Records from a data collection
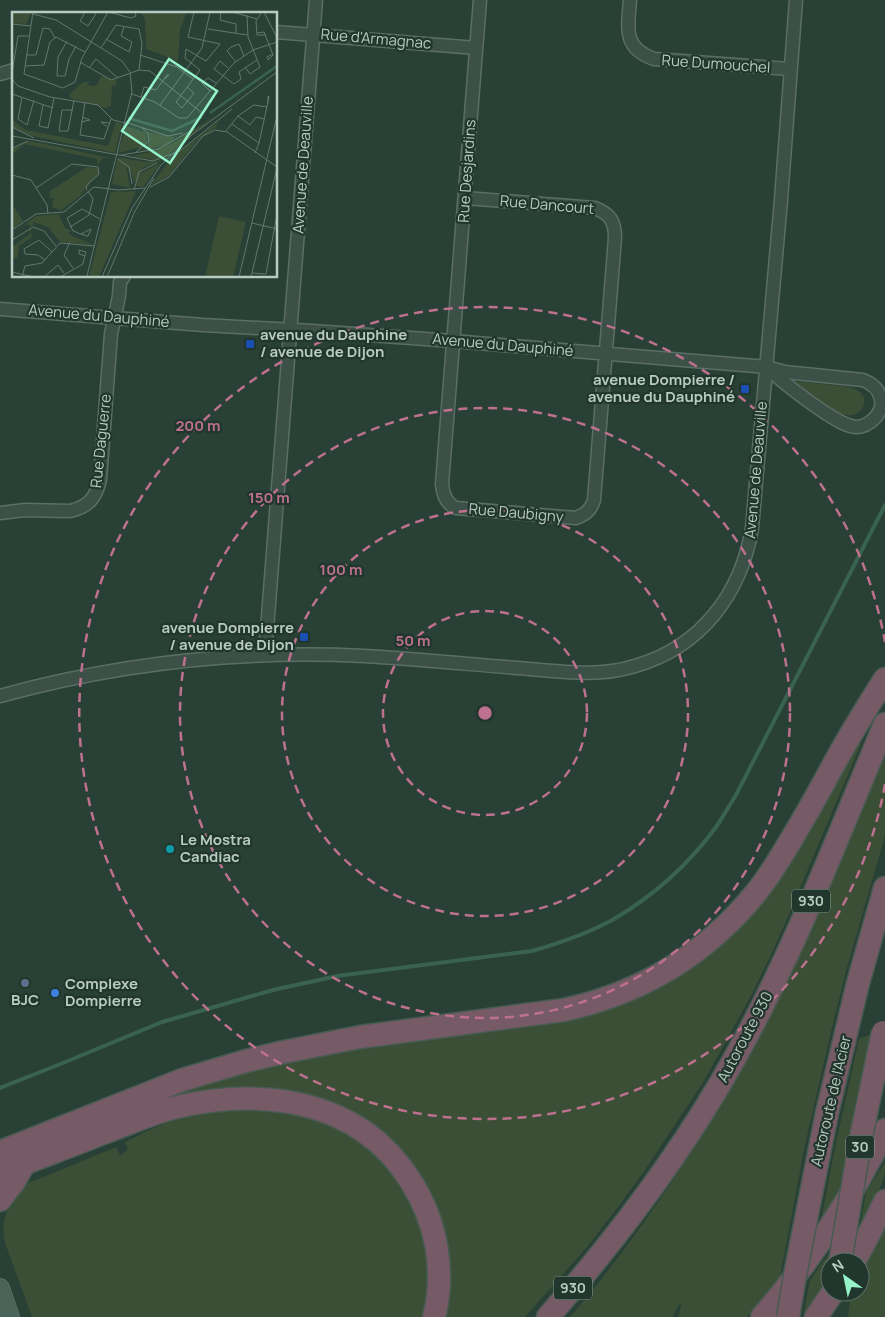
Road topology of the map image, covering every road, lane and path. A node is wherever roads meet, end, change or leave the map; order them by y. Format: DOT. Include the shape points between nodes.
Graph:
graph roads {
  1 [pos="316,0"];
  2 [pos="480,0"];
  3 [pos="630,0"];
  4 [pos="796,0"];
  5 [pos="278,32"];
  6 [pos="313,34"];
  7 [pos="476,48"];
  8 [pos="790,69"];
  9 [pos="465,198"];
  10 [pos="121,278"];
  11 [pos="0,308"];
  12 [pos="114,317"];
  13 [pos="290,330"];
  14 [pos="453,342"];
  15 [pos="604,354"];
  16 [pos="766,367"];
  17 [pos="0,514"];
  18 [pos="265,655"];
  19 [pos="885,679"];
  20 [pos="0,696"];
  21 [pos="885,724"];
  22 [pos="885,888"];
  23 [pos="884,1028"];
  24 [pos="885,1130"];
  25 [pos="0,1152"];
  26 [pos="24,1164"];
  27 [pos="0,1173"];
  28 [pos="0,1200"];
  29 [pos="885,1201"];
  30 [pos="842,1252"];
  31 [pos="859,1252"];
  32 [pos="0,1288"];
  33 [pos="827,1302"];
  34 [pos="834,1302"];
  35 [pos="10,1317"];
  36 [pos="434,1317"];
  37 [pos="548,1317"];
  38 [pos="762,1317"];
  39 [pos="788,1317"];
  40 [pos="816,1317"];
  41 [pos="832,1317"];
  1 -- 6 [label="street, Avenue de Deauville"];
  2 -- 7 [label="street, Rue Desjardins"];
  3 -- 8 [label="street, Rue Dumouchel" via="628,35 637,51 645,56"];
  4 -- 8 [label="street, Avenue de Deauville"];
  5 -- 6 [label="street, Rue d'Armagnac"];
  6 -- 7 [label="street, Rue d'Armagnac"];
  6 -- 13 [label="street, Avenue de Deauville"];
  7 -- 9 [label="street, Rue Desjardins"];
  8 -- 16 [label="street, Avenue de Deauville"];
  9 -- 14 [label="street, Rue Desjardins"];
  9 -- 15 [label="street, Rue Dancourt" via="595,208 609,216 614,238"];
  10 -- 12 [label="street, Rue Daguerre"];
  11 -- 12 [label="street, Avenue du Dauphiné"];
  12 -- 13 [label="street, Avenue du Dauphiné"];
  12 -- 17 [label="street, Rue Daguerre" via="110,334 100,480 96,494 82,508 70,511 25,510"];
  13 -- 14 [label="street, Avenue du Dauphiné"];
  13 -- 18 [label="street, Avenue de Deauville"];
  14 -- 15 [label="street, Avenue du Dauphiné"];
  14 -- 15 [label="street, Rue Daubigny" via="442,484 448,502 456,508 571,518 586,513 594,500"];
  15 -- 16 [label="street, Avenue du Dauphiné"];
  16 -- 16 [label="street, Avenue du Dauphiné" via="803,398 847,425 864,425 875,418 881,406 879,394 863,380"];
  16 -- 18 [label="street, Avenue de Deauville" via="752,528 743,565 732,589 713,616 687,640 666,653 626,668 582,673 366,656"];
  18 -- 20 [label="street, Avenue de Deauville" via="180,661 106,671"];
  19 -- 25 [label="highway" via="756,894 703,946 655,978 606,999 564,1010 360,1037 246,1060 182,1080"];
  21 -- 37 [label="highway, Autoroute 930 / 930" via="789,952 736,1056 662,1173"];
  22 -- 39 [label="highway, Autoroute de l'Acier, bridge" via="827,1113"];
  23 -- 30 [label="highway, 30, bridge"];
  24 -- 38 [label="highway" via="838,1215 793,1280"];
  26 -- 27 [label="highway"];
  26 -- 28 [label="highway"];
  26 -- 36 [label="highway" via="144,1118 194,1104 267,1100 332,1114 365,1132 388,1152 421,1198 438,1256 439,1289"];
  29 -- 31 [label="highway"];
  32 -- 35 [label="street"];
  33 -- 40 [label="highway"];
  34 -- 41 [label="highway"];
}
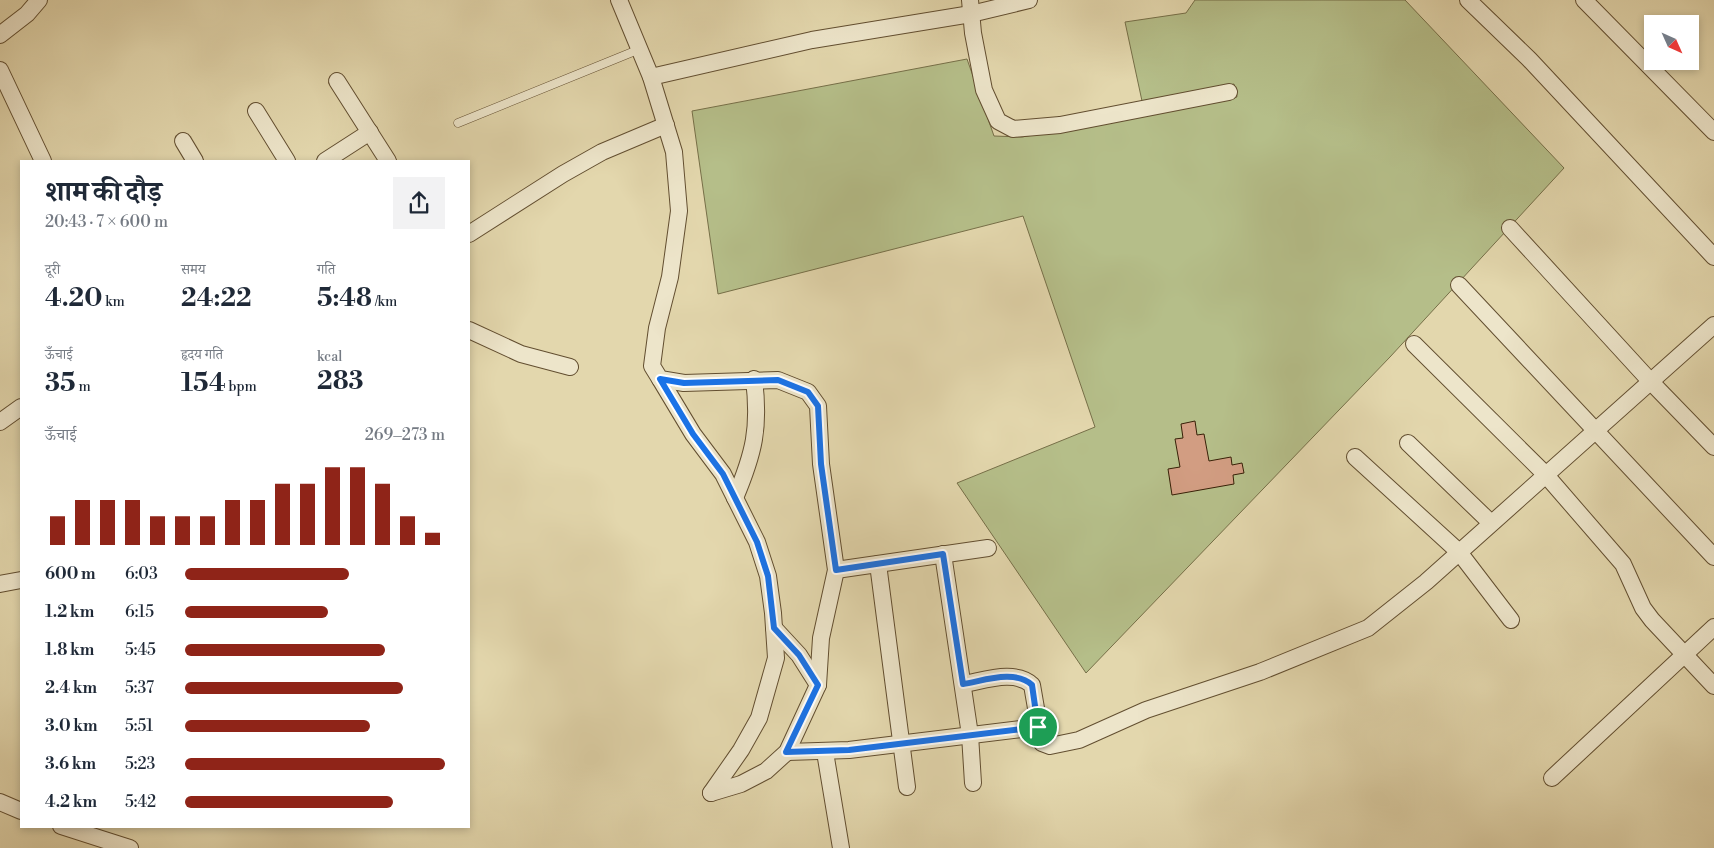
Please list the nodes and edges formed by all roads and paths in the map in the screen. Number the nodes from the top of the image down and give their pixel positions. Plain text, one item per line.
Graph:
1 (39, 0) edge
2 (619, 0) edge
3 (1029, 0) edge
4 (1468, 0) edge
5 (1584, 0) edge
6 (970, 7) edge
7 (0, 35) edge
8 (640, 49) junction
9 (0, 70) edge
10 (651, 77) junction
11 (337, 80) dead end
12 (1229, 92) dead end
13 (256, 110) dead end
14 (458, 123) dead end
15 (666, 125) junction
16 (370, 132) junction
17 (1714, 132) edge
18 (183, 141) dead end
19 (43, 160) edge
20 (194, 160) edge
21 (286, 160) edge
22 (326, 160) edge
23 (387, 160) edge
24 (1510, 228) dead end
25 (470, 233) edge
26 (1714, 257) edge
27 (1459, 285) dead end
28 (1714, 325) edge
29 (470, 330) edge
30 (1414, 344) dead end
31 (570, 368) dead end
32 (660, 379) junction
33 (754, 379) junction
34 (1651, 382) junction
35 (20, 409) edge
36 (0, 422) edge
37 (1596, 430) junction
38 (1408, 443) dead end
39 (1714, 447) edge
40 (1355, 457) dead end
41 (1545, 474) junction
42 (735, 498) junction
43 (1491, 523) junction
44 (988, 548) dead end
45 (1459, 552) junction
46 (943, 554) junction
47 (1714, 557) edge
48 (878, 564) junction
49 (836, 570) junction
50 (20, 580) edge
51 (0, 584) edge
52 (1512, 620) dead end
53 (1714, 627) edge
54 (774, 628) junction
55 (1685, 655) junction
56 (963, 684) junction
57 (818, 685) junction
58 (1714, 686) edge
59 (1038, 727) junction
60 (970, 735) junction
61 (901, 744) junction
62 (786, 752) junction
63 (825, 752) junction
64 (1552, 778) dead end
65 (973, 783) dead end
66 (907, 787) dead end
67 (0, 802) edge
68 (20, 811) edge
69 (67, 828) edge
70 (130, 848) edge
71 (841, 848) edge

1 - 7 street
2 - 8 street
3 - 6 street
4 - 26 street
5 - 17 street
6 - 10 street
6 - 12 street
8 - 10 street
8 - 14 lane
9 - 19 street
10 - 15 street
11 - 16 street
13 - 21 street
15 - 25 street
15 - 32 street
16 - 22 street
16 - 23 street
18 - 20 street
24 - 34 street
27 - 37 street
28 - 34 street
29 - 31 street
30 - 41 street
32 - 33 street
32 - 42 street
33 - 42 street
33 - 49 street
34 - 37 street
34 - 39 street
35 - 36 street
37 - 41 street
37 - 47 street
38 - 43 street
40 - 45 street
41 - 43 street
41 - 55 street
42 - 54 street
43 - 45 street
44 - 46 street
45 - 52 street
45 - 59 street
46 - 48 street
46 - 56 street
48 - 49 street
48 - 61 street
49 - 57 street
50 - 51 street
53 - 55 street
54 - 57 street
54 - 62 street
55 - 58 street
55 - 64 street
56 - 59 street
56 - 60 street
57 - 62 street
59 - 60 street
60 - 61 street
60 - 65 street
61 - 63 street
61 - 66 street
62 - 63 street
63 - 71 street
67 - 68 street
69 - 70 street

*Exercise prompt:*
Looking at the records, state how many lines contain "highway" and write nothing besides that number.

*The completed task:*
11